Earlier studies have mentioned chronic psychosocial stress caused by the socioeconomic changes after the fall of communism as a probable cause of deteriorating health situation in Russia and other East European countries (Palosuo 2000a; Gilmore et al. 2002; Pikhart et al. 2004). Carlson (2004) found that the economic situation had a strong effect on people’s self-rated health, and people in countries of the former Soviet Union tend to be worse off than in Western Europe in terms of their financial situation.

In relation to the number of reported health problems, the response scale may be used differently. Earlier research indicates that, probably depending on cultural conventions in describing normal health (Idler and Benyamini 1997), “normal” or “good” health can be understood differently in different cultures, and they may have different reference levels. Palosuo (2000b) noticed in her study among middle-aged people in Russia and Finland that “normal” Russian health tolerated more illness than the “average” Finnish health and having no long-standing illness did not automatically mean that self-rated health would be good in Russia. In our study the “average” category was more often chosen by the respondents in St. Petersburg than in Tampere, which is consistent with other studies between Russia and Western countries indicating different use of response scales between different countries (Palosuo 2000b). Further, observed differences may also be a question of cultural modes of speaking. Nancy Ries talks about a “litany of suffering”, which means a larger collective way of dealing with the transformation from a communist system to a capitalist system and which helps Russian people to cope with troubles that the perestroika caused them (Ries 1997). Pietilä and Rytkönen (2008) claim that stress has become an intermediary concept articulating a shared, cultural experience of the changes in Russian society and their effects on individuals everyday life and health.
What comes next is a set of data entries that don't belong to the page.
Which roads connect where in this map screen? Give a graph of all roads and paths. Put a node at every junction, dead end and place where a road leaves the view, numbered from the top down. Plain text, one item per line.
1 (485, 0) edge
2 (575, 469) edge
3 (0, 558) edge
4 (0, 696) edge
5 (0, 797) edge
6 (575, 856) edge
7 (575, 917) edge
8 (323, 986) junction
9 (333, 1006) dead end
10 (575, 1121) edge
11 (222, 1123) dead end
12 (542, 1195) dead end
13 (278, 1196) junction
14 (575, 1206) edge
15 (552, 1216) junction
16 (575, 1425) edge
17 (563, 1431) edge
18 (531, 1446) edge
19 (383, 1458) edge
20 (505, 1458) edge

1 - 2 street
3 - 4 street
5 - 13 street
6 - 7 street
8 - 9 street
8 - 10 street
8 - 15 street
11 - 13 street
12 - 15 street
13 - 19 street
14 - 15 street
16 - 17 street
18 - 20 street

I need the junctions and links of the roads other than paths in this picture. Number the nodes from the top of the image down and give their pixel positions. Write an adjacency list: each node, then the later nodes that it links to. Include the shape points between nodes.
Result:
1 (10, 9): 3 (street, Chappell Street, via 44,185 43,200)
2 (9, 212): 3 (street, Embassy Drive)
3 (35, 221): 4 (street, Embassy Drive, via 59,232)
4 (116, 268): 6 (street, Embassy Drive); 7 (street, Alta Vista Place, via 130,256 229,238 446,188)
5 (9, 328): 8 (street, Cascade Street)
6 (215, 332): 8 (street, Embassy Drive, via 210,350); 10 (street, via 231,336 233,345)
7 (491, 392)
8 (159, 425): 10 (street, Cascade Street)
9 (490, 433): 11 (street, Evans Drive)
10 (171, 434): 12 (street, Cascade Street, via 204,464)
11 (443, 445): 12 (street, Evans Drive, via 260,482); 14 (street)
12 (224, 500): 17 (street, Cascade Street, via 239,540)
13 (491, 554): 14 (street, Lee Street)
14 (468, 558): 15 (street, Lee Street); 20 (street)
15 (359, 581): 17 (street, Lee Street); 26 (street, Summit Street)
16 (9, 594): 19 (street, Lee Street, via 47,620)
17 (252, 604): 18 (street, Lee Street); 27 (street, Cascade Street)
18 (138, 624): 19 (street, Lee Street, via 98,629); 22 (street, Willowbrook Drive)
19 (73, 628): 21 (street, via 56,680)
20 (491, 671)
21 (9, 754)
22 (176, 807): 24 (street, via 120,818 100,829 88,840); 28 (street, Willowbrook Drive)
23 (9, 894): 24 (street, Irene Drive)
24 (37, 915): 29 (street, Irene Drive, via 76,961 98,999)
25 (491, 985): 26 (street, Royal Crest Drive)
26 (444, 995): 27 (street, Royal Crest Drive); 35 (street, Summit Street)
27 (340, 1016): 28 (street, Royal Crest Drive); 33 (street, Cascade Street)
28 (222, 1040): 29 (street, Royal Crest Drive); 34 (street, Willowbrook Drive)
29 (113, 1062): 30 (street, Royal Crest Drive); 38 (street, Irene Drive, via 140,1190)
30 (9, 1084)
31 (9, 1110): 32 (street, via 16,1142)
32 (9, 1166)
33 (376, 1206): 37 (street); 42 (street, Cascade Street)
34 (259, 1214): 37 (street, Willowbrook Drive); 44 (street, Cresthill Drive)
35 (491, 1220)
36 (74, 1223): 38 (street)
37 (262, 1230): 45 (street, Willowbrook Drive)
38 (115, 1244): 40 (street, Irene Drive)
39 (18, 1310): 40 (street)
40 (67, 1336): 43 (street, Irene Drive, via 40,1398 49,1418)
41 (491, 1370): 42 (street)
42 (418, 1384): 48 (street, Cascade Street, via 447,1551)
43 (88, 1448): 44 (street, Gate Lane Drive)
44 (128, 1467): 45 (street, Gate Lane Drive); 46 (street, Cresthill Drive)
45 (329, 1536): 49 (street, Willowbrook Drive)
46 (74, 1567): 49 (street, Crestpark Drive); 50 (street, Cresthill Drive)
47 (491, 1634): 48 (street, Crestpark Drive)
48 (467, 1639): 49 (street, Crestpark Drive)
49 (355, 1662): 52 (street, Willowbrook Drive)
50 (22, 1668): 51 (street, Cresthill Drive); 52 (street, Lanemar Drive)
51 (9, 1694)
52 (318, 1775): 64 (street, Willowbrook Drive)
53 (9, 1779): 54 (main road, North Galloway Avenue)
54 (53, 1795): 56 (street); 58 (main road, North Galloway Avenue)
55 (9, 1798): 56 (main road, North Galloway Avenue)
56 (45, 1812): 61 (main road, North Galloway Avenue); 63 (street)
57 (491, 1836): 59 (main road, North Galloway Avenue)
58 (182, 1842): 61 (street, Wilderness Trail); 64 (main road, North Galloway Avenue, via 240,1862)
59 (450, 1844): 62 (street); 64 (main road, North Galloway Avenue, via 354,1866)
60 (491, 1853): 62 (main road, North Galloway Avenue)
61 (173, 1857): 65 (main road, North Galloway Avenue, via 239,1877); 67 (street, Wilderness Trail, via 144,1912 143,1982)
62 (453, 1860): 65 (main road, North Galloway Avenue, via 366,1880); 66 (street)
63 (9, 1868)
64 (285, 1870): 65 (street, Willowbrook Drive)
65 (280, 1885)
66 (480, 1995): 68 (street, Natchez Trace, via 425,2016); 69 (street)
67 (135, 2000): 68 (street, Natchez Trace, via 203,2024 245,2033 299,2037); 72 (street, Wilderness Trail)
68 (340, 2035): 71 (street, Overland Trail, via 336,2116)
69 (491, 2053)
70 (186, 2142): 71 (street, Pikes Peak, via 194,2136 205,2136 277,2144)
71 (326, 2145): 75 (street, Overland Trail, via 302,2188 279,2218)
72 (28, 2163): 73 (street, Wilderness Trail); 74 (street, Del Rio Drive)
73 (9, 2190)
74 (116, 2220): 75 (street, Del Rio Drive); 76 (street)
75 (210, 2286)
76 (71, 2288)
Former cross-cultural studies have reported a homogenous association of medical indicators with self-rated health in spite of differences in the level of self-rated health (Jylhä et al. 1998; Lee and Shinkai 2003; Bardage et al. 2005). In this study, incongruence in the association of chronic diseases with SRH was found. The difference existed between St. Petersburg and Tampere, and between SRH measures. These results indicate there may be differences in the site-SRH relationships depending on the number of elements of health or diseases (Bosma and Appels 1996). The results showed also different site-SRH relationship depending on which of the SRH measures was used (Vuorisalmi et al. 2006). In addition, the way diseases are reported may vary between different cultures (Börsch-Supan et al. 2005).

In conclusion, this study indicates that self-rated health is sensitive to cultural and social factors. In addition to the real differences in the prevalence and seriousness of health problems, the differences in SRH may be caused by differences in the way various aspects of “objective” health status—and perhaps also aspects other than traditional health factors—are taken into account in self-ratings, differences in the willingness to report individual health conditions, and different answering styles. Also, socioeconomic factors may influence the way health is assessed. The results indicate that direct comparisons between countries should be made with caution, and the differences in language use must be taken into account when interpreting the results.